Segment Start: INFORMATION PROVIDED

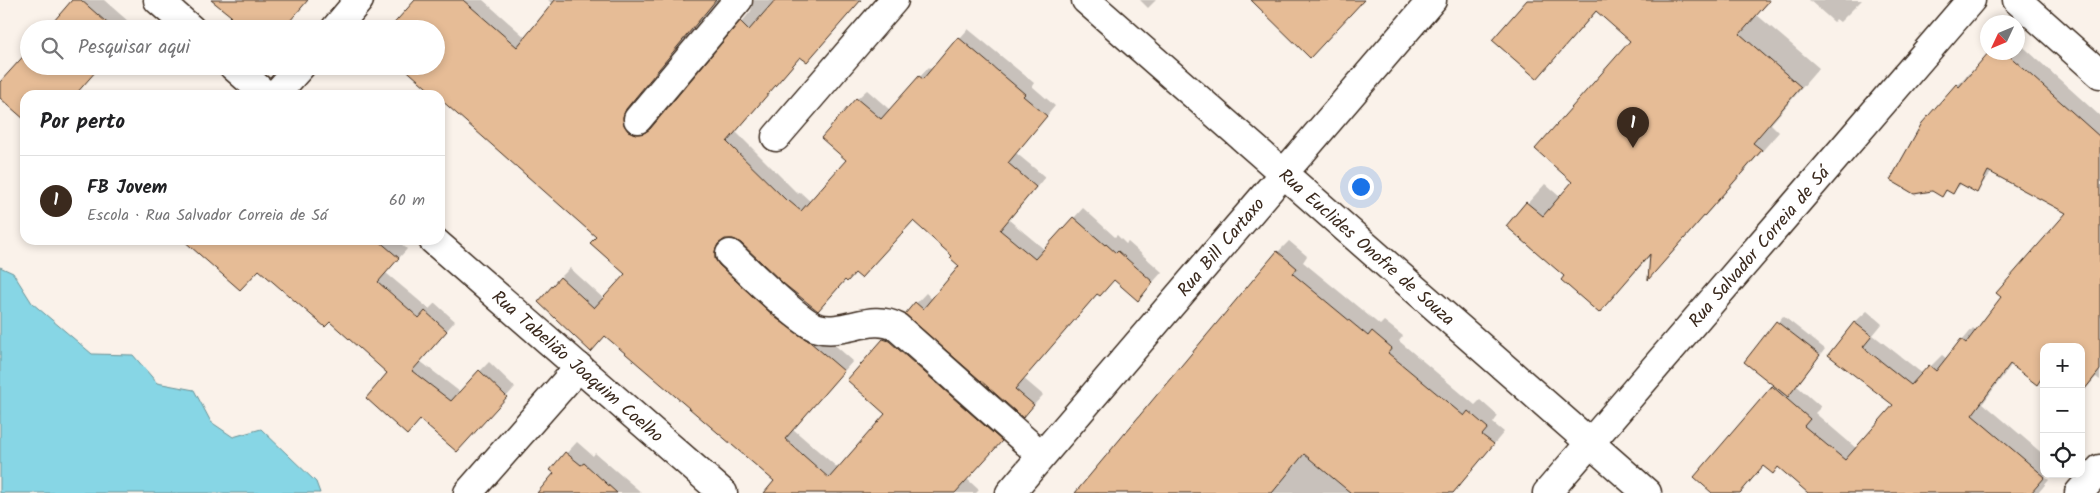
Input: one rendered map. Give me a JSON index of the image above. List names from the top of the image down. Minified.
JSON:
{"streets":{"street":["Rua Euclides Onofre de Souza","Rua Bill Cartaxo","Rua Salvador Correia de Sá","Rua Tabelião Joaquim Coelho"]},"crossings":[["Rua Euclides Onofre de Souza","Rua Bill Cartaxo"],["Rua Euclides Onofre de Souza","Rua Salvador Correia de Sá"]],"north":"bottom left","page":{"search":"Pesquisar aqui","heading":"Por perto","pins":"1","list":[{"mark":"1","name":"FB Jovem","note":"Escola · Rua Salvador Correia de Sá","value":"60 m"}],"map_buttons":["+","−"]}}
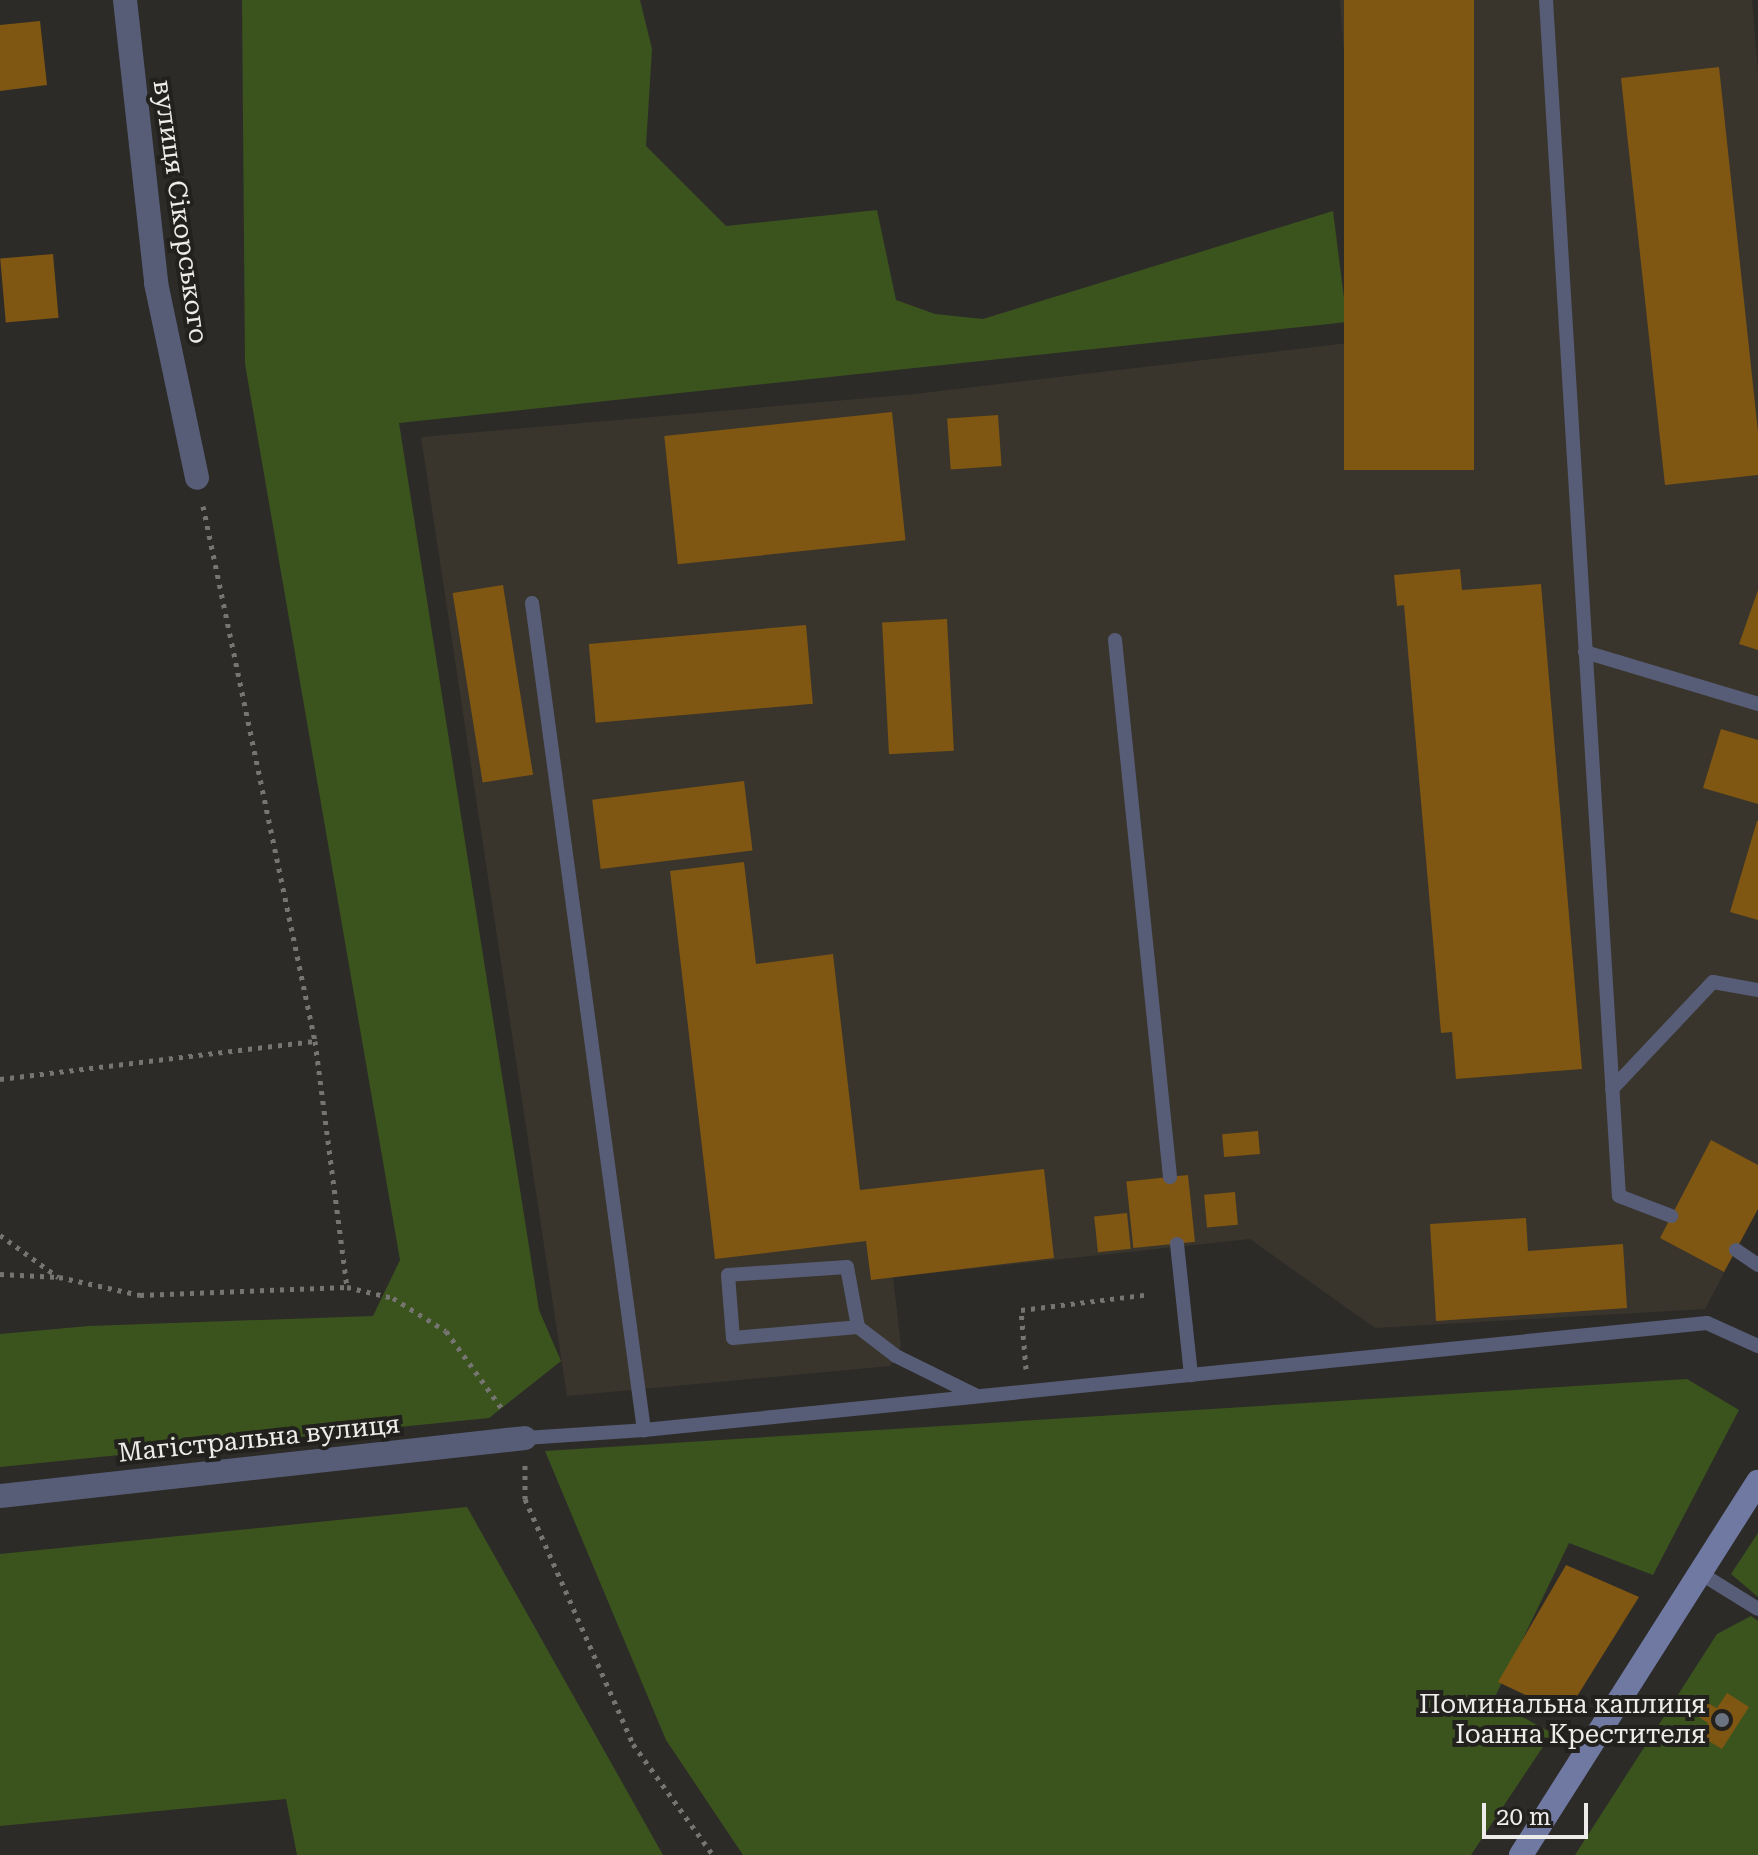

Segment End: INFORMATION PROVIDED

PROMPT
With the pictures left out, write out all of the data exactly.

SOLVED PROBLEM
Input: one rendered map. Give me a JSON index of the image above. List names from the top of the image down. Minified.
JSON:
{"streets":{"street":["Rua Euclides Onofre de Souza","Rua Bill Cartaxo","Rua Salvador Correia de Sá","Rua Tabelião Joaquim Coelho"]},"crossings":[["Rua Euclides Onofre de Souza","Rua Bill Cartaxo"],["Rua Euclides Onofre de Souza","Rua Salvador Correia de Sá"]],"north":"bottom left","page":{"search":"Pesquisar aqui","heading":"Por perto","pins":"1","list":[{"mark":"1","name":"FB Jovem","note":"Escola · Rua Salvador Correia de Sá","value":"60 m"}],"map_buttons":["+","−"]}}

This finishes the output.